Source records:
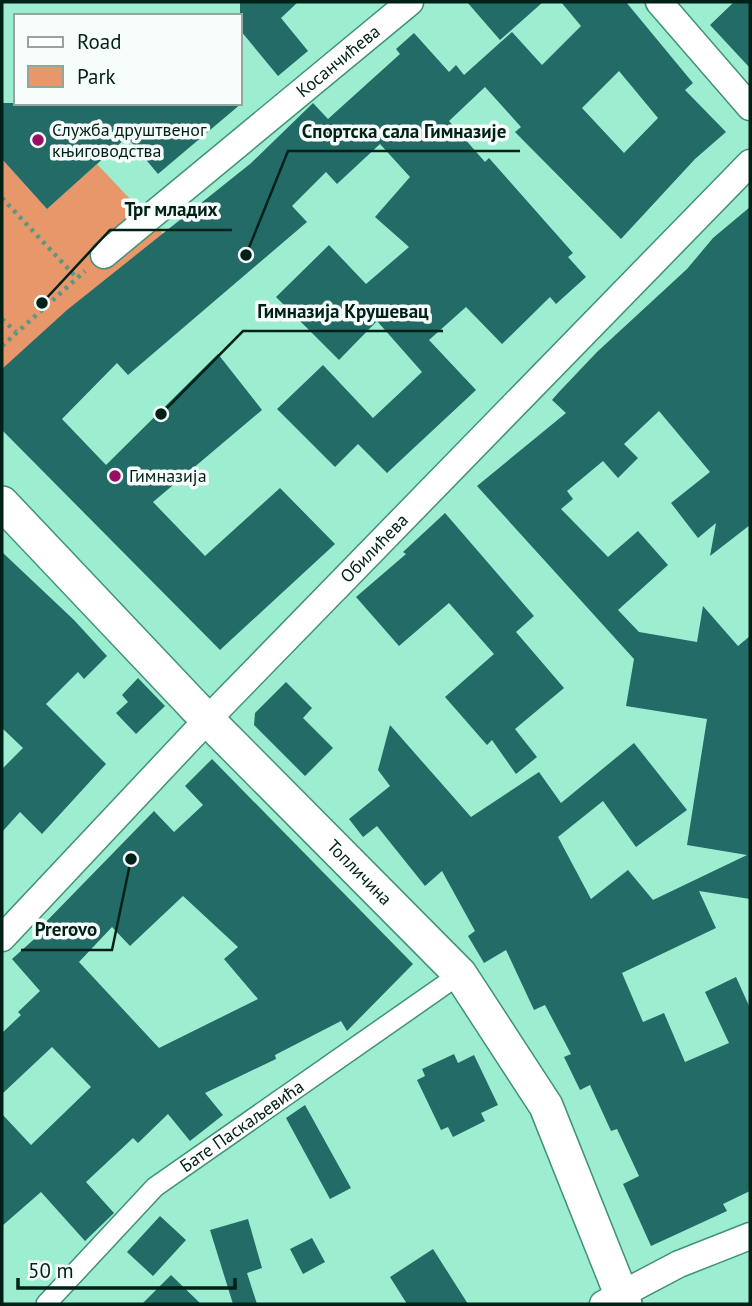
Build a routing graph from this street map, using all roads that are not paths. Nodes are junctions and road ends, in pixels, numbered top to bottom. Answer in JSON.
{"nodes":[{"id":1,"x":410,"y":2,"type":"edge"},
{"id":2,"x":659,"y":2,"type":"edge"},
{"id":3,"x":750,"y":107,"type":"edge"},
{"id":4,"x":750,"y":163,"type":"edge"},
{"id":5,"x":104,"y":255,"type":"road end"},
{"id":6,"x":2,"y":503,"type":"edge"},
{"id":7,"x":208,"y":719,"type":"junction"},
{"id":8,"x":2,"y":938,"type":"edge"},
{"id":9,"x":460,"y":974,"type":"junction"},
{"id":10,"x":750,"y":1236,"type":"edge"},
{"id":11,"x":616,"y":1301,"type":"edge"},
{"id":12,"x":46,"y":1304,"type":"edge"}],
"edges":[{"from":1,"to":5,"type":"street","name":"Косанчићева"},
{"from":2,"to":3,"type":"street"},
{"from":4,"to":7,"type":"street","name":"Обилићева"},
{"from":6,"to":7,"type":"street","name":"Топличина"},
{"from":7,"to":8,"type":"street","name":"Обилићева"},
{"from":7,"to":9,"type":"street","name":"Топличина"},
{"from":9,"to":11,"type":"street","name":"Топличина"},
{"from":9,"to":12,"type":"street","name":"Бате Паскаљевића"},
{"from":10,"to":11,"type":"street"}]}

Task statement:
In the material above, please count the lines that hold the word "from" and answer with only that number.

Result of this task:
10